Word for word, restate the lines from the one containing "index tip: (404, 225)" through the last line of the material, and include no pictures.

* _EXERCISE INPUT_:
++++

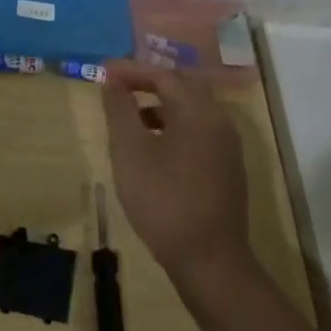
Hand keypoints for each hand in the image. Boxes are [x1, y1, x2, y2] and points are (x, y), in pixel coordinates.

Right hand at [101, 62, 250, 281]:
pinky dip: (175, 125)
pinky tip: (154, 147)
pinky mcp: (227, 168)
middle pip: (183, 86)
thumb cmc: (163, 199)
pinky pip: (199, 131)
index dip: (131, 71)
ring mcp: (227, 146)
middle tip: (119, 86)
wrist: (208, 259)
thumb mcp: (130, 152)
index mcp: (198, 110)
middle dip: (149, 82)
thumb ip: (120, 110)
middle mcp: (219, 120)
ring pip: (193, 110)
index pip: (163, 75)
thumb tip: (112, 81)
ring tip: (131, 117)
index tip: (103, 72)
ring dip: (162, 104)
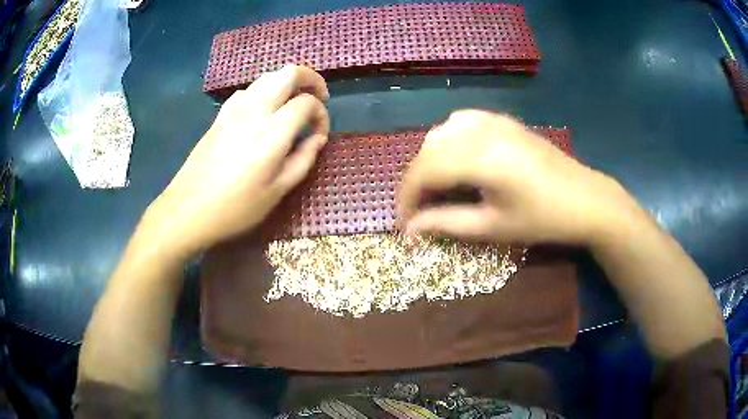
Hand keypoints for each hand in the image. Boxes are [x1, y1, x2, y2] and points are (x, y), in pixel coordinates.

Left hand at [145, 65, 329, 256]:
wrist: (188, 210)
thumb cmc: (236, 208)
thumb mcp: (277, 191)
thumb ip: (303, 159)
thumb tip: (318, 138)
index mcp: (273, 131)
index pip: (307, 103)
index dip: (321, 114)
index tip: (319, 134)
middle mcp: (255, 110)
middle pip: (289, 72)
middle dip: (310, 79)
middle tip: (318, 98)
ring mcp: (234, 109)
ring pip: (267, 76)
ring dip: (286, 83)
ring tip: (292, 104)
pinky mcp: (219, 116)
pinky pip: (247, 91)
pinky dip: (262, 92)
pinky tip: (261, 113)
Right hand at [397, 110, 642, 245]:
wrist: (585, 199)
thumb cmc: (543, 219)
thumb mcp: (493, 227)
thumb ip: (446, 223)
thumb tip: (410, 230)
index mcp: (479, 157)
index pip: (423, 171)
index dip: (406, 199)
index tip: (404, 225)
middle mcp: (480, 130)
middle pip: (428, 151)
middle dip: (416, 182)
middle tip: (420, 212)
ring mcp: (492, 120)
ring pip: (440, 133)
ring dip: (431, 161)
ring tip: (438, 188)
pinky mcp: (502, 120)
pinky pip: (461, 122)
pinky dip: (448, 141)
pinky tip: (458, 159)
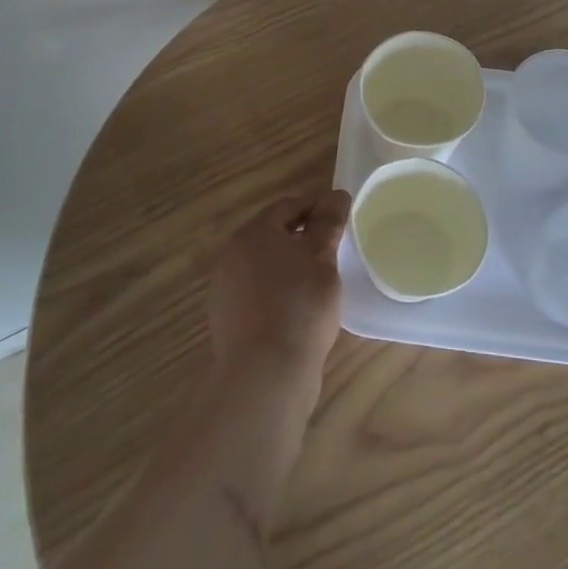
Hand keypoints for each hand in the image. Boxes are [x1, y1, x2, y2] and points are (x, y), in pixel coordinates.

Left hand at [205, 189, 350, 396]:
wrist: (266, 373)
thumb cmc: (299, 305)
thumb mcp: (321, 258)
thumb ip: (328, 223)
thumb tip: (335, 194)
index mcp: (252, 234)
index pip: (287, 206)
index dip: (316, 206)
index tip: (341, 215)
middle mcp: (232, 256)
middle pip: (273, 234)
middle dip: (303, 236)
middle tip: (334, 246)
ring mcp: (226, 290)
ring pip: (265, 265)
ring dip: (291, 265)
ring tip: (320, 278)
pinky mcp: (229, 320)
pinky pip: (259, 293)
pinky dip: (280, 291)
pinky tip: (300, 308)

++++

* _PROBLEM SOLUTION_:
index tip: (404, 225)
middle mcp: (480, 130)
middle pip: (428, 151)
middle dip: (416, 182)
middle tip: (420, 212)
ring mcp: (492, 120)
ring pip: (440, 133)
ring dip: (431, 161)
ring tip: (438, 188)
pinky mcp: (502, 120)
pinky pip: (461, 122)
pinky dip: (448, 141)
pinky tip: (458, 159)
Hand keypoints for each hand in the image. Boxes are [x1, y1, x2, y2] and points are (x, y), in pixel coordinates.

Left hand at [205, 189, 350, 396]:
wrist: (266, 373)
thumb cmc: (299, 305)
thumb mcp: (321, 258)
thumb ip: (328, 223)
thumb tip: (335, 194)
index mcp: (252, 234)
index pip: (287, 206)
index dip: (316, 206)
index tip: (341, 215)
middle mcp: (232, 256)
middle pip: (273, 234)
middle dip: (303, 236)
middle tip: (334, 246)
ring mcp: (226, 290)
ring pip: (265, 265)
ring dip: (291, 265)
ring tip: (320, 278)
pinky mcp: (229, 320)
pinky pip: (259, 293)
pinky dip: (280, 291)
pinky tip: (300, 308)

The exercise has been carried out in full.